### [Required action]
Isolate every line in the records below with "nodes" in it.
*** Provided records ***
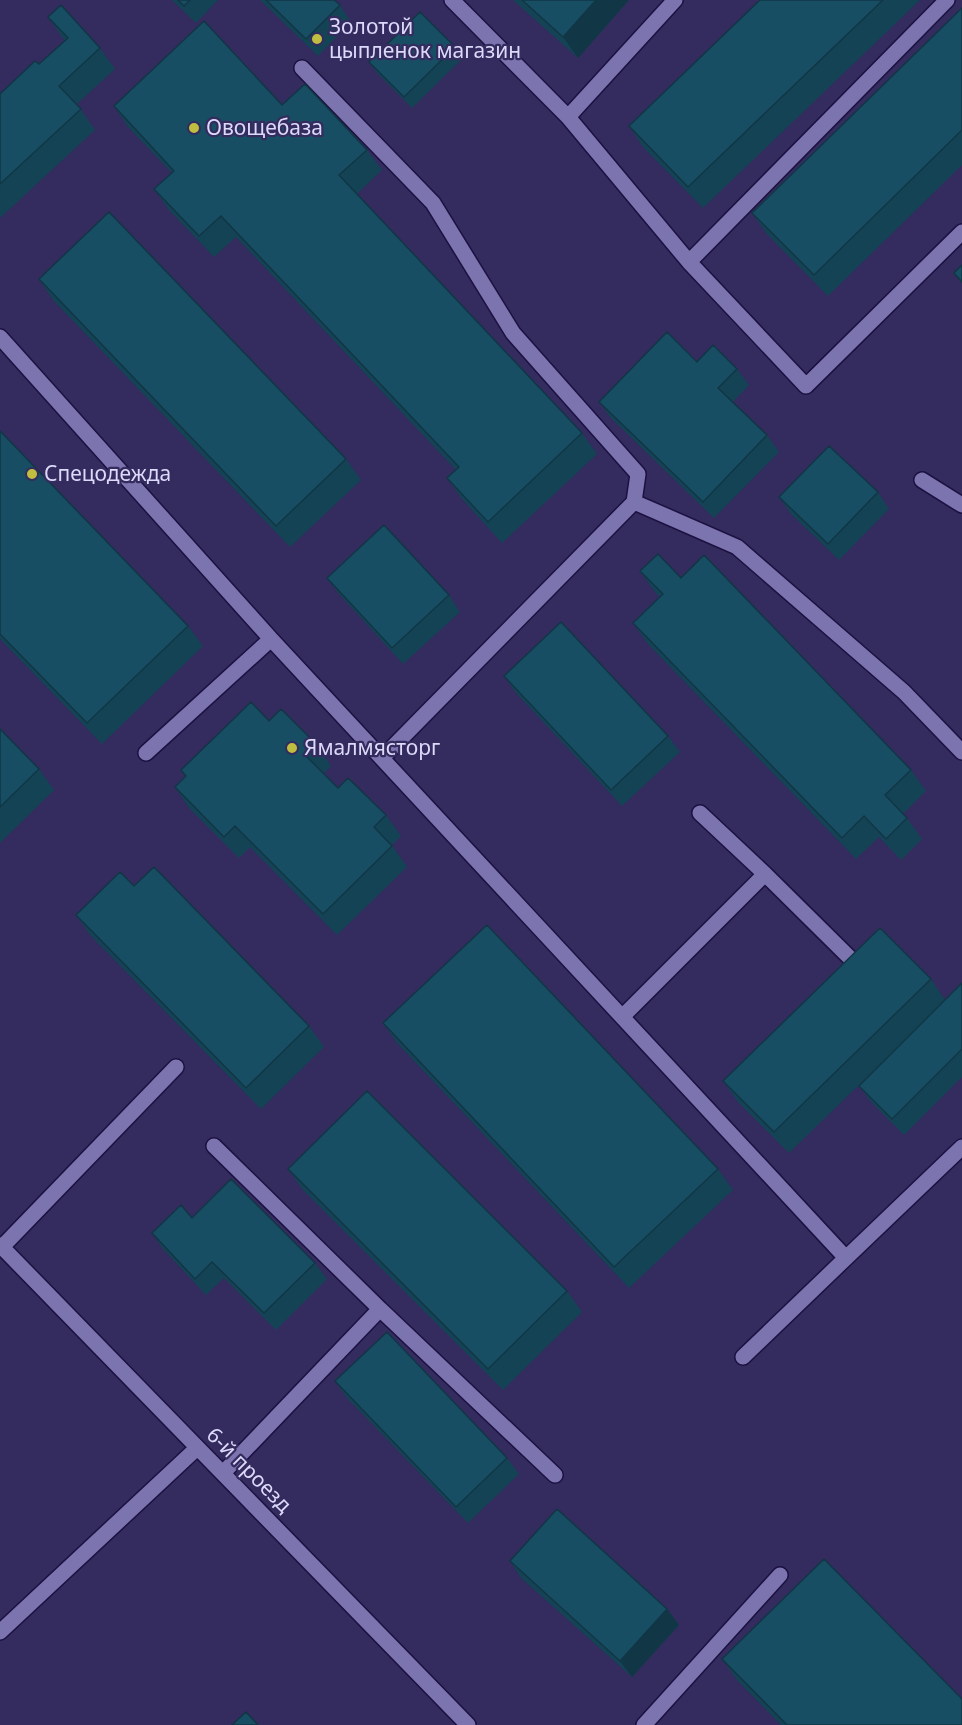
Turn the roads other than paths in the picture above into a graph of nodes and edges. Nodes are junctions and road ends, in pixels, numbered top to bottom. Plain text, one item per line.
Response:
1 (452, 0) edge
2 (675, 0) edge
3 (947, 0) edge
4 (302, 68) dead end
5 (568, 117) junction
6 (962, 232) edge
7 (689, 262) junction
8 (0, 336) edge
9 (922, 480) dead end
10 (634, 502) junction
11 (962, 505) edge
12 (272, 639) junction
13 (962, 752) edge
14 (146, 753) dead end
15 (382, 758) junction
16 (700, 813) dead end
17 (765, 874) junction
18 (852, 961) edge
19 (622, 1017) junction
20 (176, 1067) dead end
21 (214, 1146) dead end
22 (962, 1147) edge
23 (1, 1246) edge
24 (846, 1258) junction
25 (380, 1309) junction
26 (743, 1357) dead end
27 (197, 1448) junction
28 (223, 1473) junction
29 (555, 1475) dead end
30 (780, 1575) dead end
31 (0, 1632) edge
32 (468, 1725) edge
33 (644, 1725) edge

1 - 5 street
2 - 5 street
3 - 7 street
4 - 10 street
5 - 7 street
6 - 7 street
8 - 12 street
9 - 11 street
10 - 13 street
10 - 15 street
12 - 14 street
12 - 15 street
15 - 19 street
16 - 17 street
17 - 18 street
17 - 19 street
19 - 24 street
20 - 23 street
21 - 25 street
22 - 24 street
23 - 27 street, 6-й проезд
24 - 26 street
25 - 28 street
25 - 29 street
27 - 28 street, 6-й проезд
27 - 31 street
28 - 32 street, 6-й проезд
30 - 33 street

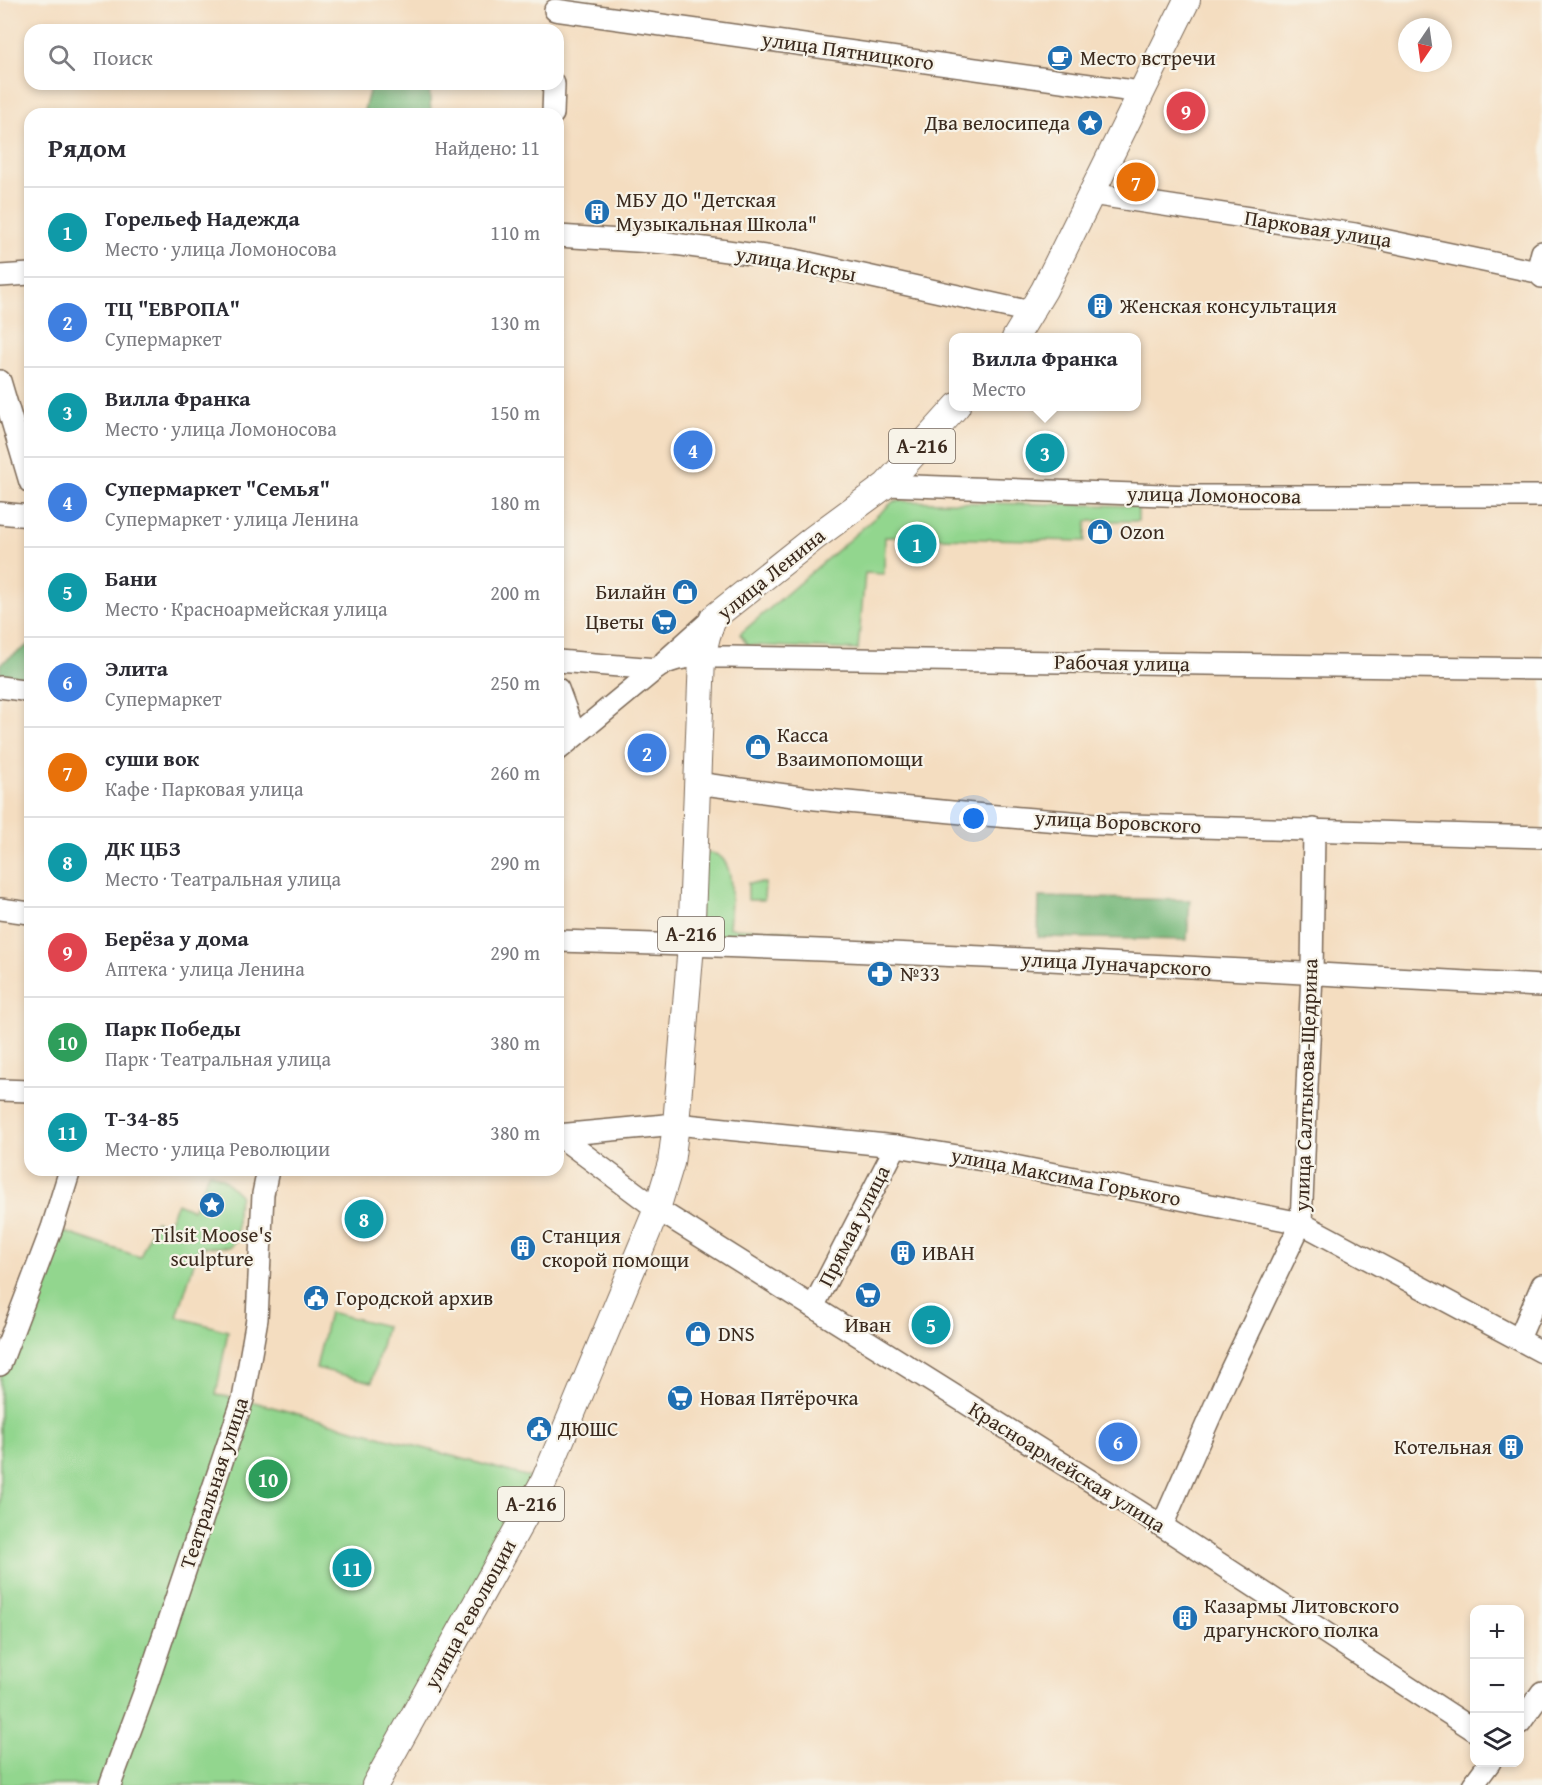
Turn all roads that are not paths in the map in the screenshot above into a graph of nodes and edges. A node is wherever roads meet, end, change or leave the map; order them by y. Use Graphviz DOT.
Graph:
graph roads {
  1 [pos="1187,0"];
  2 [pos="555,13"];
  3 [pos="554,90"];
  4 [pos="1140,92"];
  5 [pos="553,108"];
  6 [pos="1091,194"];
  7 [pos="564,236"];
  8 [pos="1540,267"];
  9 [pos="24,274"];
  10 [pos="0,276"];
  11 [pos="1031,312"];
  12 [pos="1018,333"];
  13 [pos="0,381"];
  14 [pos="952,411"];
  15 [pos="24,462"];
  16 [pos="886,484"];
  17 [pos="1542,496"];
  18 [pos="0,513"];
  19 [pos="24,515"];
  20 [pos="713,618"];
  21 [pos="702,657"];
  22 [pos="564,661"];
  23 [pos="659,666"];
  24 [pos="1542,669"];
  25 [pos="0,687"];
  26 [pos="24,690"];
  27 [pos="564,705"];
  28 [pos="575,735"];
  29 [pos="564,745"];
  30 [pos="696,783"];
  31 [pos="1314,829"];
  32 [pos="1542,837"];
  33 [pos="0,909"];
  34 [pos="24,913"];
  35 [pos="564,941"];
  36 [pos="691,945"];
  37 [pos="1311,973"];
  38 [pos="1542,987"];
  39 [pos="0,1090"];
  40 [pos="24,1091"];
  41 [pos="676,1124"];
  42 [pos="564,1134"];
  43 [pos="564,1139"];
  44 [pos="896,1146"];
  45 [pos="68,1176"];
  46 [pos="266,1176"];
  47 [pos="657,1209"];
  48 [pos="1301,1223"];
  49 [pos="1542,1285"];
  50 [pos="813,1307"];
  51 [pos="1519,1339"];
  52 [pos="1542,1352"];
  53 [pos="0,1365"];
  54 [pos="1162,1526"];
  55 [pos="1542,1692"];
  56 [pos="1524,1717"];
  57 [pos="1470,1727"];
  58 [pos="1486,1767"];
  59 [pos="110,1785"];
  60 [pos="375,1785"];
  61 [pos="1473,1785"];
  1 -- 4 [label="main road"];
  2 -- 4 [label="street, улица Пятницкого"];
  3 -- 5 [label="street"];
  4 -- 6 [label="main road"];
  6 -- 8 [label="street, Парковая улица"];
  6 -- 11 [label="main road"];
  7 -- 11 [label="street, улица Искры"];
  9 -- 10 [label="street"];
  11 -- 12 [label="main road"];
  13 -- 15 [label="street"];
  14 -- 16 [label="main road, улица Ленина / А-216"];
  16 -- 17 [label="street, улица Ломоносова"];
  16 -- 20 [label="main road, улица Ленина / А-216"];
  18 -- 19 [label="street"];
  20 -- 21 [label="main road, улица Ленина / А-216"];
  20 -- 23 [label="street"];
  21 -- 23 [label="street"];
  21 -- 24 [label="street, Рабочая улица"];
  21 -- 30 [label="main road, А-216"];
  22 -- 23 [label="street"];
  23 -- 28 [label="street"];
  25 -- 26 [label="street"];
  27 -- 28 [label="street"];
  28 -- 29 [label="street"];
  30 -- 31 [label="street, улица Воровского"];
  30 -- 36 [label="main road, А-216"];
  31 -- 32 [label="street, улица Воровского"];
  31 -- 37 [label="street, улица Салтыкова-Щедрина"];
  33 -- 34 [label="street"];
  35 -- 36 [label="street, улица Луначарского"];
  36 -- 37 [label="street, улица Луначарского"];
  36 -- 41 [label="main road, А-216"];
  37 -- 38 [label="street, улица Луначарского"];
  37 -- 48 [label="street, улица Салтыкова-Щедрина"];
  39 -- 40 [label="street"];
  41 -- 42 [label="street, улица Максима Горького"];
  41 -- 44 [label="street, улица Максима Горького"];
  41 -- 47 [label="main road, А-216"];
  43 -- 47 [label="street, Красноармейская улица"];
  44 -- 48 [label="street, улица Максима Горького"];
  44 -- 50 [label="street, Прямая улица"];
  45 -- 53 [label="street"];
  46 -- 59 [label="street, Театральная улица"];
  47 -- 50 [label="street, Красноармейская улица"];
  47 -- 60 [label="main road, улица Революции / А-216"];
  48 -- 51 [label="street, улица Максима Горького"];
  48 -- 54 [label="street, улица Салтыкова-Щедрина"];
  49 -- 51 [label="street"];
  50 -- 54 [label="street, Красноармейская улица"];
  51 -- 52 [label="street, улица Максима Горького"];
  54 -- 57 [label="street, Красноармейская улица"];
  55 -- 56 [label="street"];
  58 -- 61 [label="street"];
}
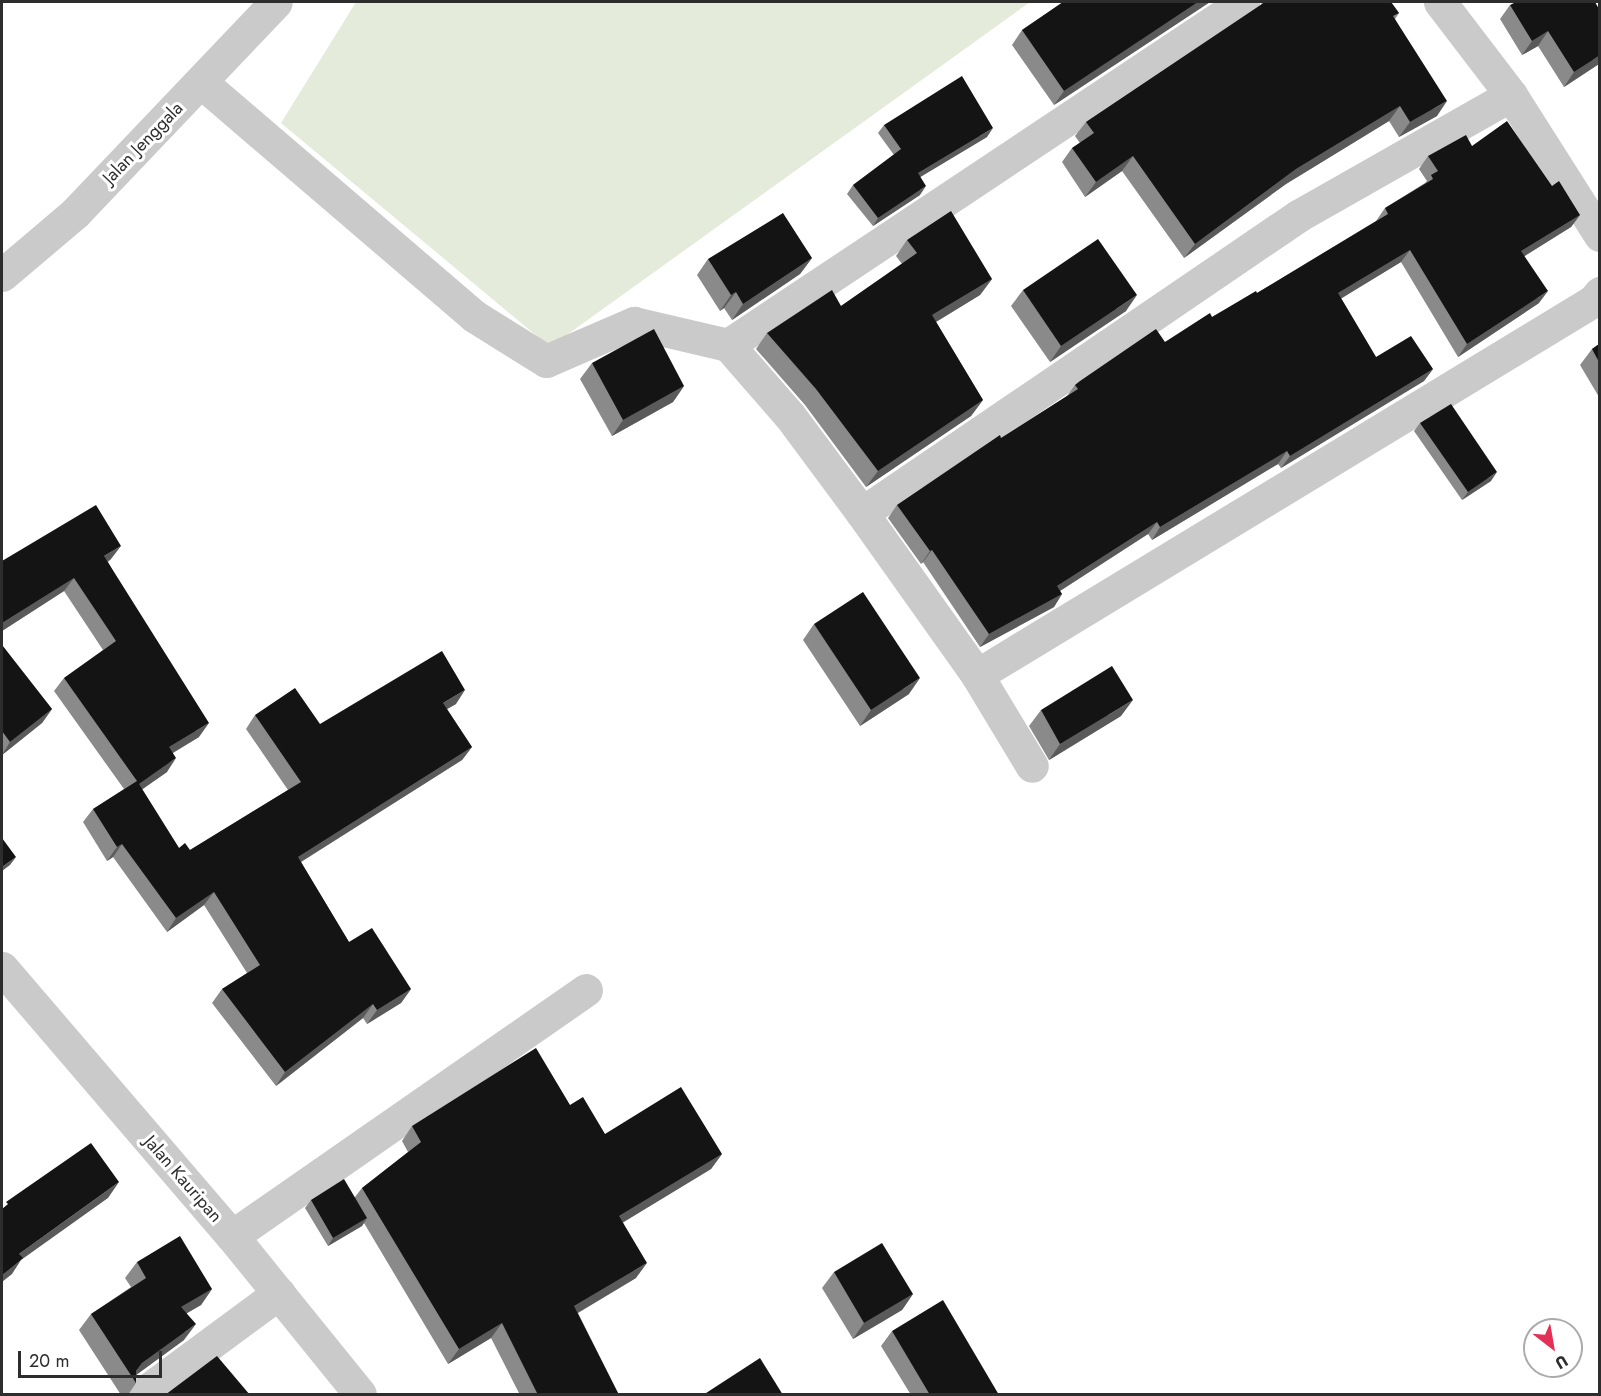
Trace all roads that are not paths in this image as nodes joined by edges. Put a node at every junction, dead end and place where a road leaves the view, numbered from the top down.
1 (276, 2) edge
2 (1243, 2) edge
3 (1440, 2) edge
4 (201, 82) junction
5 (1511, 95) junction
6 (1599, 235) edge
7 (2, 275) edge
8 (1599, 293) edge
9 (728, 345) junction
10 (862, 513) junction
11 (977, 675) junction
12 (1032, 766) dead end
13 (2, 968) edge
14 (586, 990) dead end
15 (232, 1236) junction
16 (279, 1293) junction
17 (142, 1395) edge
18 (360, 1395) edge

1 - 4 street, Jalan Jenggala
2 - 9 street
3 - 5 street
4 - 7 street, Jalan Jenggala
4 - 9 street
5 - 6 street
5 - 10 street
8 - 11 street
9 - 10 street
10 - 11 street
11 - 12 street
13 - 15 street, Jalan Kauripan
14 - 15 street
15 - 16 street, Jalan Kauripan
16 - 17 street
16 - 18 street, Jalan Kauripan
*** End of Provided records ***
### [Answer section]
Turn the roads other than paths in the picture above into a graph of nodes and edges. Nodes are junctions and road ends, in pixels, numbered top to bottom. Plain text, one item per line.
Turn all roads that are not paths in the map in the screenshot above into a graph of nodes and edges. A node is wherever roads meet, end, change or leave the map; order them by y. Use Graphviz DOT.
Trace all roads that are not paths in this image as nodes joined by edges. Put a node at every junction, dead end and place where a road leaves the view, numbered from the top down.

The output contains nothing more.